В романе «Манхэттенский паром» (Manhattan Transfer, 1925) дано панорамное изображение Нью-Йорка первой четверти XX в. Чтобы передать многомерность современного урбанизма, Дос Пассос ведет симультанный рассказ о судьбе уже не трех (как в предыдущем романе), а двенадцати персонажей. Нити их судеб довольно случайно скрещиваются, чтобы причудливо сплестись в некую арабеску, роман в фрагментах, куда включены как блоки традиционного повествования, так и элементы нетрадиционной поэтики — независимые репортажные зарисовки, части джазовых песенок, шапки газет, развернутые эпиграфы (фактически миниатюры).

Самое главное в романе — общая атмосфера, коллективная реальность города «желтого дьявола» (В. Маяковский), апокалипсического Вавилона, с одной стороны, и «аванпоста цивилизации», олицетворяющего научно-технический прогресс, — с другой.

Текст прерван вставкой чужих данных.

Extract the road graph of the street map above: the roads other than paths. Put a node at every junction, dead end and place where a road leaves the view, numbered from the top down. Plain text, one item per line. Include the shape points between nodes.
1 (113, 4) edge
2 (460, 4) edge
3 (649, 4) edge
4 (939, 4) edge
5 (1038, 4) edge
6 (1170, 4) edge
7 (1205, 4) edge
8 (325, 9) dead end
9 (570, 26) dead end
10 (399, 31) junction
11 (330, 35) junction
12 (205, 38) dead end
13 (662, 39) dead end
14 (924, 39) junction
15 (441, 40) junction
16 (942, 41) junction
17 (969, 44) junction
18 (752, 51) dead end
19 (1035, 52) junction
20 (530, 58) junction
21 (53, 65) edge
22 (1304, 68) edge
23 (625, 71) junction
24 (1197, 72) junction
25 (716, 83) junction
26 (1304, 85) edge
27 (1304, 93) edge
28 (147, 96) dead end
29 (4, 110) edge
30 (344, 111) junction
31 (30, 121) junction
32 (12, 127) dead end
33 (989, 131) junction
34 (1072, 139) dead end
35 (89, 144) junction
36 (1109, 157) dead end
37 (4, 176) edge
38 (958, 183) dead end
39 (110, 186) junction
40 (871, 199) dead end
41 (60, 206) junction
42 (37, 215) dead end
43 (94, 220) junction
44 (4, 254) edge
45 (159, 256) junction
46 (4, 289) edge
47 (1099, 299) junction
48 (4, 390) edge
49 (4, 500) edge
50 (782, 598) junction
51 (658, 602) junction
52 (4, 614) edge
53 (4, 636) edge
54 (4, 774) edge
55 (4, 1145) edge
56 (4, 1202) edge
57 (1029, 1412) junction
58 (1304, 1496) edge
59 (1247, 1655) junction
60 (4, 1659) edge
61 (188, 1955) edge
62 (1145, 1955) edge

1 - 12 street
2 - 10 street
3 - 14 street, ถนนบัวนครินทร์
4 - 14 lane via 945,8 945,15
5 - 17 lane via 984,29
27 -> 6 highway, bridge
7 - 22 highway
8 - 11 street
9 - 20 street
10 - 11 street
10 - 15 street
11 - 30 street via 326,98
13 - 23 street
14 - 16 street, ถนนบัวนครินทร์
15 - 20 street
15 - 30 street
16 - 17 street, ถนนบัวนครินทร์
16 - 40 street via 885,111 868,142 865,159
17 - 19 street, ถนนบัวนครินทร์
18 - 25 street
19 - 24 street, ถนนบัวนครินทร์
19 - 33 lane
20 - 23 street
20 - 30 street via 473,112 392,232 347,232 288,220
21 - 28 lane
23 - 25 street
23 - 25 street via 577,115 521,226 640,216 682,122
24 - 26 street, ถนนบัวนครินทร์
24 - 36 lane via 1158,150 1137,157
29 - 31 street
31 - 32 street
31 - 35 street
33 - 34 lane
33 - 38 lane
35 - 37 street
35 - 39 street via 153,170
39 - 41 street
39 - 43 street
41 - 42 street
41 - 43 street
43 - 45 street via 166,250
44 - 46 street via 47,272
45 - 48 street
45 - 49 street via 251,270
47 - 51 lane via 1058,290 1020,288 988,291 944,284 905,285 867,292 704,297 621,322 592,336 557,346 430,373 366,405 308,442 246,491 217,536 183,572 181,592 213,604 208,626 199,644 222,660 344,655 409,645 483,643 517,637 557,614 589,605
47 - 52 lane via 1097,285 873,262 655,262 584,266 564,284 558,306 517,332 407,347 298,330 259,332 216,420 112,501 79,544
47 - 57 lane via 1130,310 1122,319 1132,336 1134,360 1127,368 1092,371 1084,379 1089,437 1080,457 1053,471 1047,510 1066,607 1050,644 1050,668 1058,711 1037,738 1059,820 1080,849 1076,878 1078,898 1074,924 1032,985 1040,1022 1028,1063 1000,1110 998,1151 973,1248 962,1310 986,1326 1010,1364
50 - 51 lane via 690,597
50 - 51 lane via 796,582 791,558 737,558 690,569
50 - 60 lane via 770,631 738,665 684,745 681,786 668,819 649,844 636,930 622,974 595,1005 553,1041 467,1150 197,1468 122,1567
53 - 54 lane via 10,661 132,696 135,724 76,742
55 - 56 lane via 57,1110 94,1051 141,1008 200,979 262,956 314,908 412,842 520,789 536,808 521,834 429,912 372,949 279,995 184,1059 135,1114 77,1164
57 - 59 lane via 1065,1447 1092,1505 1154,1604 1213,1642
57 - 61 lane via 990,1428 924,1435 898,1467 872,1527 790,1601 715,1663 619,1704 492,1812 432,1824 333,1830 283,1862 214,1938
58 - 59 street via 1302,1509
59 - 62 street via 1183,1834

На фоне бурления городской стихии, подчеркнутого названием (центральная часть Нью-Йорка, города-корабля, города — «летучего голландца», с двух сторон омывается мощными реками, Ист-Ривер и Гудзоном, последняя из которых отделяет Манхэттен от штата Нью-Джерси), несколько проблематично положение молодых нонконформистов. Таков Джимми Херф. Он покидает Нью-Йорк и, переправившись на пароме в Нью-Джерси, просит водителя попутной машины подвезти его. На вопрос о том, какова цель его путешествия, Херф отвечает: «Не знаю. Довольно далеко».

Техника повествования, представленная в «Манхэттенском пароме», еще более усложнена в самом знаменитом произведении Дос Пассоса, серии из трех романов — «42-я параллель» (The 42nd Parallel 1930), «1919» (1932), «Большие деньги» (The Big Money, 1936), — которые печатались независимо друг от друга, но в 1938 году были объединены в трилогию с общим названием «США». На ее создание повлияло то обстоятельство, что к концу 1920;х гг. из пацифиста и сочувствующего анархизму Дос Пассос, принявший активное участие в защите Н. Сакко и Б. Ванцетти (казненных в 1927 г.), стал одним из наиболее знаменитых «попутчиков» марксизма, посетил в 1928 г. СССР, где не только познакомился с деятелями советской культуры, оказавшими на него творческое влияние (С. Эйзенштейн, В. Пудовкин, кинодокументалист Дз. Вертов), а затем, в 1930;е гг., многократно печатался (отдельные издания «42-й параллели» и «1919» в переводах И. Кашкина и В. Стенича; публикации в журнале «Интернациональная литература»), но и поддерживался советской идеологией как «прогрессивный писатель». «Дос Пассос потому… реально нужен нам, что он стал близким к коммунистической партии», — отмечал А. Фадееев в 1933 г. Сам же Дос Пассос комментировал эту ситуацию так: «Чем больше я знакомлюсь с условиями промышленной жизни, протекающей под знаком капитализма, тем определеннее становится мой „красный“ цвет. Однако я никогда не примыкал ни к одной из революционных партий… Происходит эго, вероятно, не столько благодаря моим теориям, сколько благодаря выработанной с детства привычке к одиночеству».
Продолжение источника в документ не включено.